• _GOAL OF THE EXERCISE_:
For each line of the data below that holds "Bypass", copy the line.

• _EXTRACTED DATA_:
----------------
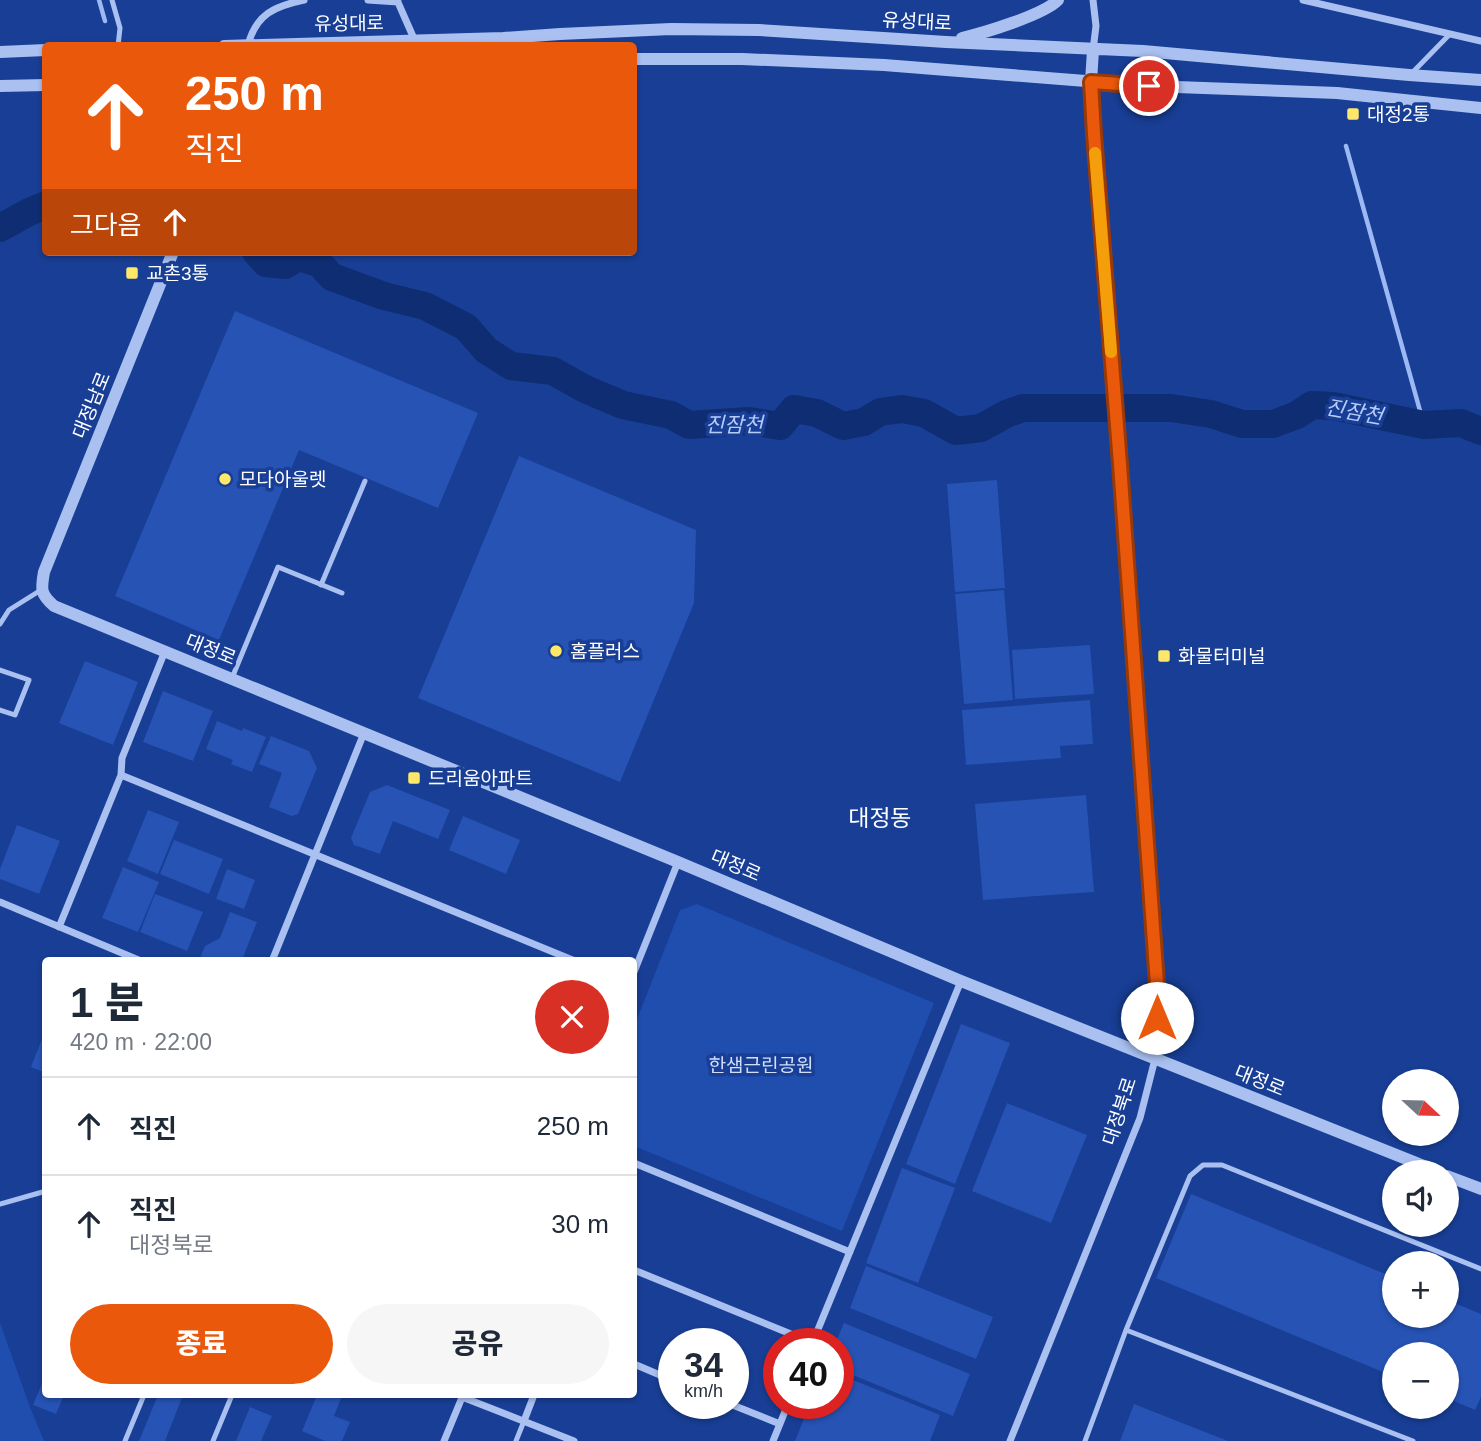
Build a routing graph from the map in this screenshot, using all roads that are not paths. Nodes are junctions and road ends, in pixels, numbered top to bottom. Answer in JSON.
{"nodes":[{"id":1,"x":113,"y":0,"type":"edge"},
{"id":2,"x":304,"y":0,"type":"edge"},
{"id":3,"x":368,"y":0,"type":"edge"},
{"id":4,"x":1058,"y":0,"type":"edge"},
{"id":5,"x":1093,"y":0,"type":"edge"},
{"id":6,"x":1303,"y":0,"type":"edge"},
{"id":7,"x":398,"y":1,"type":"edge"},
{"id":8,"x":1450,"y":34,"type":"junction"},
{"id":9,"x":1481,"y":40,"type":"edge"},
{"id":10,"x":415,"y":41,"type":"junction"},
{"id":11,"x":118,"y":42,"type":"edge"},
{"id":12,"x":249,"y":42,"type":"edge"},
{"id":13,"x":373,"y":42,"type":"edge"},
{"id":14,"x":946,"y":42,"type":"junction"},
{"id":15,"x":42,"y":50,"type":"edge"},
{"id":16,"x":1093,"y":50,"type":"junction"},
{"id":17,"x":0,"y":52,"type":"edge"},
{"id":18,"x":637,"y":59,"type":"edge"},
{"id":19,"x":1409,"y":75,"type":"junction"},
{"id":20,"x":1481,"y":80,"type":"edge"},
{"id":21,"x":1091,"y":82,"type":"junction"},
{"id":22,"x":42,"y":85,"type":"edge"},
{"id":23,"x":0,"y":86,"type":"edge"},
{"id":24,"x":1481,"y":108,"type":"edge"},
{"id":25,"x":171,"y":256,"type":"edge"},
{"id":26,"x":365,"y":481,"type":"dead end"},
{"id":27,"x":321,"y":584,"type":"junction"},
{"id":28,"x":41,"y":590,"type":"junction"},
{"id":29,"x":342,"y":593,"type":"dead end"},
{"id":30,"x":0,"y":624,"type":"edge"},
{"id":31,"x":165,"y":651,"type":"junction"},
{"id":32,"x":0,"y":670,"type":"edge"},
{"id":33,"x":232,"y":678,"type":"junction"},
{"id":34,"x":0,"y":710,"type":"edge"},
{"id":35,"x":365,"y":733,"type":"junction"},
{"id":36,"x":121,"y":775,"type":"junction"},
{"id":37,"x":315,"y":855,"type":"junction"},
{"id":38,"x":678,"y":862,"type":"junction"},
{"id":39,"x":0,"y":902,"type":"edge"},
{"id":40,"x":59,"y":927,"type":"junction"},
{"id":41,"x":131,"y":957,"type":"edge"},
{"id":42,"x":274,"y":957,"type":"edge"},
{"id":43,"x":565,"y":957,"type":"edge"},
{"id":44,"x":637,"y":964,"type":"edge"},
{"id":45,"x":961,"y":981,"type":"junction"},
{"id":46,"x":1155,"y":1059,"type":"junction"},
{"id":47,"x":1409,"y":1160,"type":"edge"},
{"id":48,"x":637,"y":1164,"type":"edge"},
{"id":49,"x":1459,"y":1181,"type":"edge"},
{"id":50,"x":1481,"y":1189,"type":"edge"},
{"id":51,"x":42,"y":1192,"type":"edge"},
{"id":52,"x":0,"y":1204,"type":"edge"},
{"id":53,"x":850,"y":1252,"type":"junction"},
{"id":54,"x":1481,"y":1269,"type":"edge"},
{"id":55,"x":637,"y":1271,"type":"edge"},
{"id":56,"x":774,"y":1328,"type":"edge"},
{"id":57,"x":819,"y":1328,"type":"edge"},
{"id":58,"x":1126,"y":1330,"type":"junction"},
{"id":59,"x":637,"y":1365,"type":"edge"},
{"id":60,"x":658,"y":1374,"type":"edge"},
{"id":61,"x":143,"y":1398,"type":"edge"},
{"id":62,"x":231,"y":1398,"type":"edge"},
{"id":63,"x":459,"y":1398,"type":"edge"},
{"id":64,"x":467,"y":1398,"type":"edge"},
{"id":65,"x":533,"y":1398,"type":"edge"},
{"id":66,"x":749,"y":1412,"type":"edge"},
{"id":67,"x":781,"y":1419,"type":"edge"},
{"id":68,"x":524,"y":1421,"type":"junction"},
{"id":69,"x":779,"y":1424,"type":"junction"},
{"id":70,"x":125,"y":1441,"type":"edge"},
{"id":71,"x":213,"y":1441,"type":"edge"},
{"id":72,"x":444,"y":1441,"type":"edge"},
{"id":73,"x":516,"y":1441,"type":"edge"},
{"id":74,"x":574,"y":1441,"type":"edge"},
{"id":75,"x":773,"y":1441,"type":"edge"},
{"id":76,"x":1010,"y":1441,"type":"edge"},
{"id":77,"x":1085,"y":1441,"type":"edge"},
{"id":78,"x":1413,"y":1441,"type":"edge"}],
"edges":[{"from":1,"to":11,"type":"lane"},
{"from":2,"to":12,"type":"street"},
{"from":3,"to":7,"type":"street"},
{"from":4,"to":14,"type":"street"},
{"from":5,"to":16,"type":"street"},
{"from":6,"to":8,"type":"street"},
{"from":7,"to":10,"type":"street"},
{"from":8,"to":9,"type":"street"},
{"from":8,"to":19,"type":"lane"},
{"from":10,"to":13,"type":"street","name":"유성대로"},
{"from":10,"to":14,"type":"street","name":"유성대로"},
{"from":14,"to":16,"type":"street","name":"유성대로"},
{"from":15,"to":17,"type":"street"},
{"from":16,"to":19,"type":"street","name":"유성대로"},
{"from":16,"to":21,"type":"street"},
{"from":18,"to":21,"type":"street"},
{"from":19,"to":20,"type":"street","name":"유성대로"},
{"from":21,"to":24,"type":"street"},
{"from":21,"to":46,"type":"street","name":"대정북로"},
{"from":22,"to":23,"type":"street"},
{"from":25,"to":28,"type":"street","name":"대정남로"},
{"from":26,"to":27,"type":"lane"},
{"from":27,"to":29,"type":"lane"},
{"from":27,"to":33,"type":"lane"},
{"from":28,"to":30,"type":"lane"},
{"from":28,"to":31,"type":"street","name":"대정로"},
{"from":31,"to":33,"type":"street","name":"대정로"},
{"from":31,"to":36,"type":"street"},
{"from":32,"to":34,"type":"lane"},
{"from":33,"to":35,"type":"street","name":"대정로"},
{"from":35,"to":37,"type":"street"},
{"from":35,"to":38,"type":"street","name":"대정로"},
{"from":36,"to":37,"type":"street"},
{"from":36,"to":40,"type":"street"},
{"from":37,"to":42,"type":"street"},
{"from":37,"to":43,"type":"street"},
{"from":38,"to":44,"type":"street"},
{"from":38,"to":45,"type":"street","name":"대정로"},
{"from":39,"to":40,"type":"street"},
{"from":40,"to":41,"type":"street"},
{"from":45,"to":46,"type":"street","name":"대정로"},
{"from":45,"to":53,"type":"street"},
{"from":46,"to":47,"type":"street","name":"대정로"},
{"from":46,"to":76,"type":"street","name":"대정북로"},
{"from":48,"to":53,"type":"street"},
{"from":49,"to":50,"type":"street"},
{"from":51,"to":52,"type":"lane"},
{"from":53,"to":57,"type":"street"},
{"from":54,"to":58,"type":"lane"},
{"from":55,"to":56,"type":"street"},
{"from":58,"to":77,"type":"lane"},
{"from":58,"to":78,"type":"lane"},
{"from":59,"to":60,"type":"street"},
{"from":61,"to":70,"type":"lane"},
{"from":62,"to":71,"type":"lane"},
{"from":63,"to":72,"type":"street"},
{"from":64,"to":68,"type":"street"},
{"from":65,"to":68,"type":"street"},
{"from":66,"to":69,"type":"street"},
{"from":67,"to":69,"type":"street"},
{"from":68,"to":73,"type":"lane"},
{"from":68,"to":74,"type":"street"},
{"from":69,"to":75,"type":"street"}]}
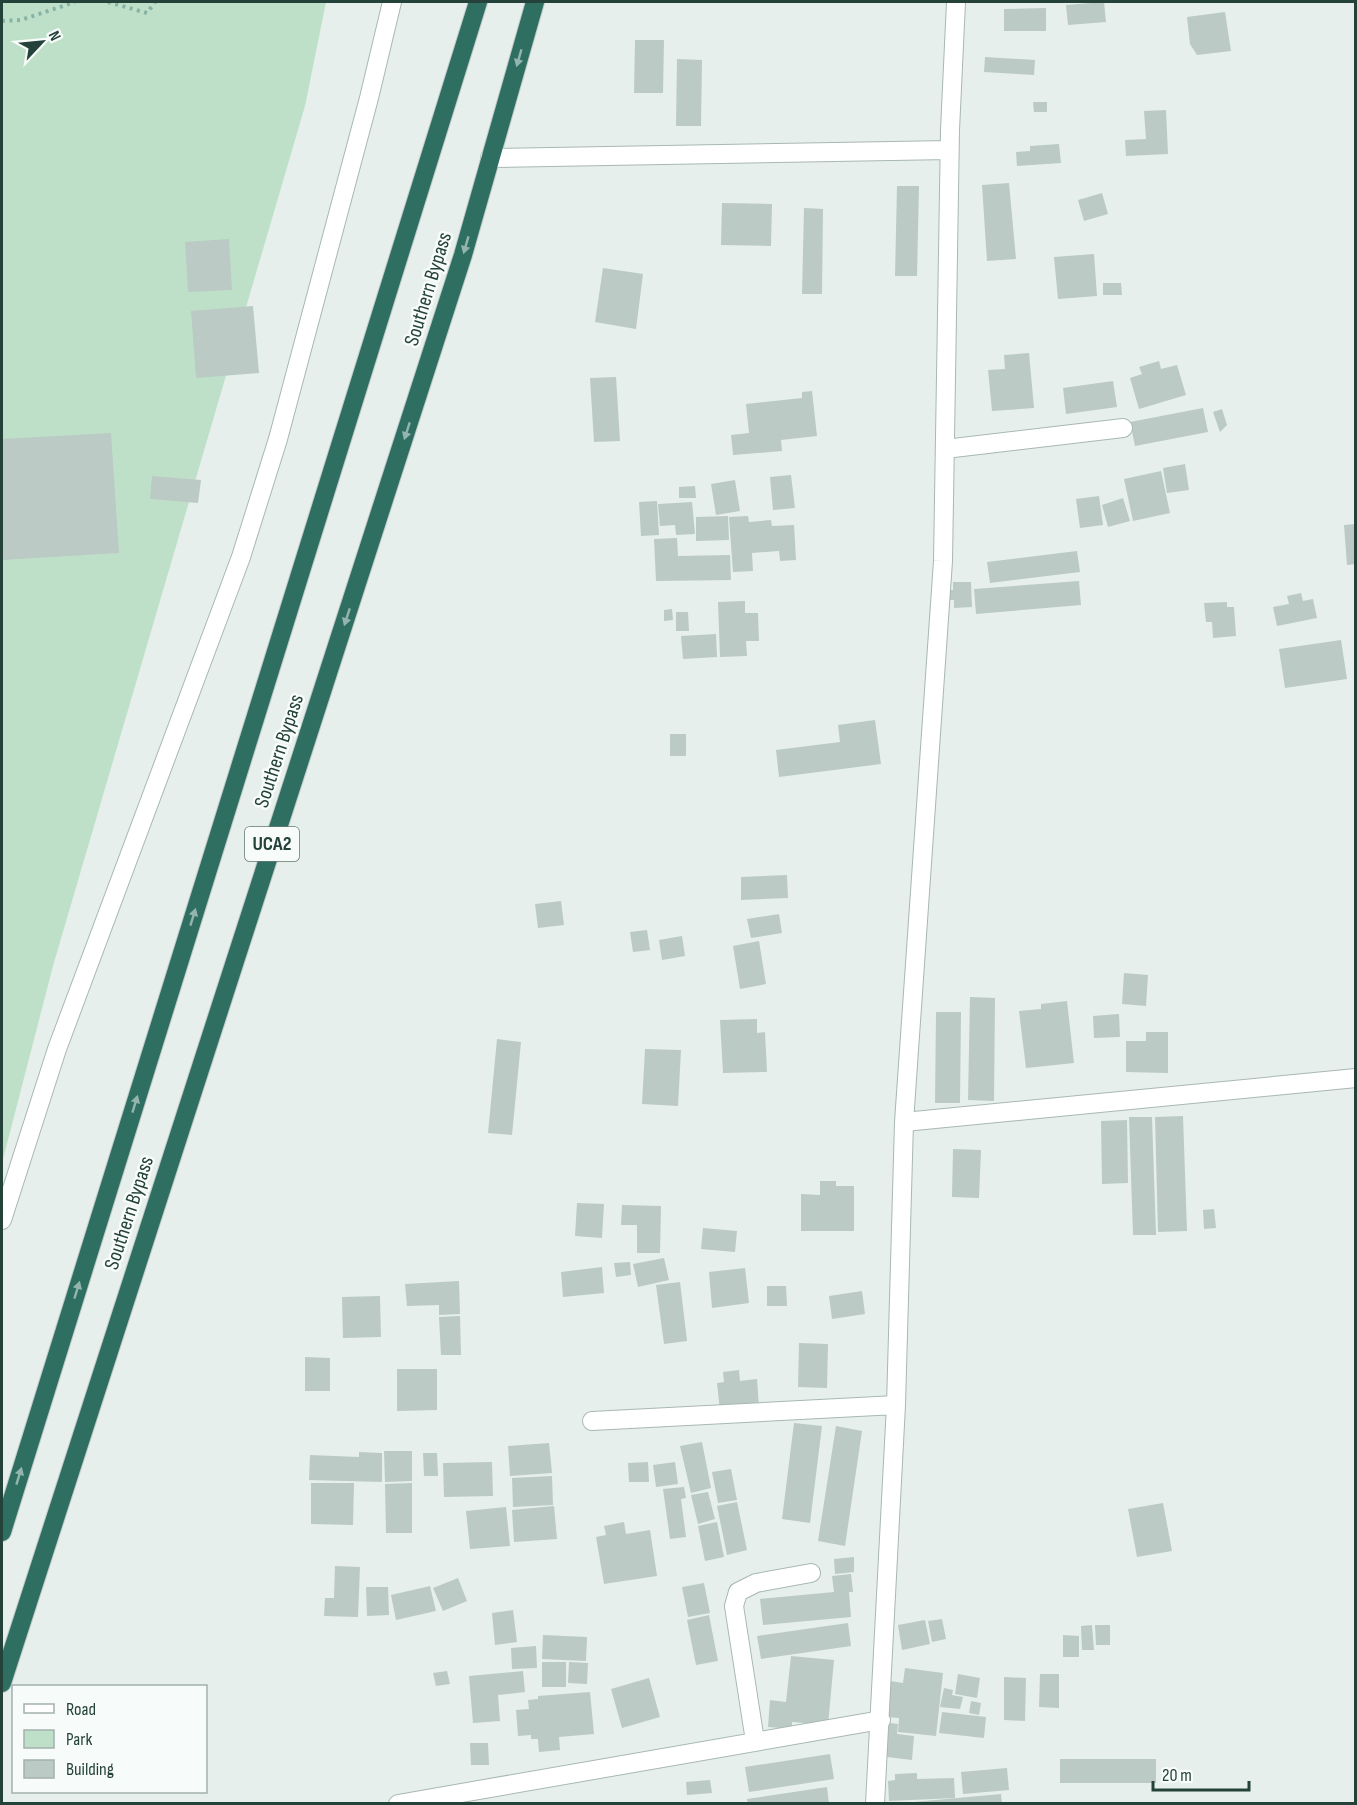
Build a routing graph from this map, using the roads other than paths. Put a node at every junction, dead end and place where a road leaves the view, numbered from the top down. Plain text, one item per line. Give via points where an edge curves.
1 (392, 2) edge
2 (478, 2) edge
3 (535, 2) edge
4 (956, 2) edge
5 (949, 150) junction
6 (490, 158) junction
7 (1123, 428) dead end
8 (945, 449) junction
9 (1356, 1078) edge
10 (904, 1122) junction
11 (2, 1220) edge
12 (896, 1405) junction
13 (592, 1421) dead end
14 (2, 1532) edge
15 (811, 1573) dead end
16 (2, 1683) edge
17 (881, 1720) junction
18 (755, 1741) junction
19 (398, 1803) edge
20 (875, 1803) edge

1 - 11 street via 284,418 241,557 57,1049
14 -> 2 highway, Southern Bypass / UCA2
3 -> 6 highway, Southern Bypass / UCA2
4 - 5 street
5 - 6 street
5 - 8 street
6 -> 16 highway, Southern Bypass / UCA2 via 456,277
7 - 8 street
8 - 10 street via 943,561
9 - 10 street
10 - 12 street
12 - 13 street
12 - 17 street
15 - 18 street via 756,1583 738,1592 734,1606
17 - 18 street
17 - 20 street
18 - 19 street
----------------
• _FINAL ANSWER_:
14 -> 2 highway, Southern Bypass / UCA2
3 -> 6 highway, Southern Bypass / UCA2
6 -> 16 highway, Southern Bypass / UCA2 via 456,277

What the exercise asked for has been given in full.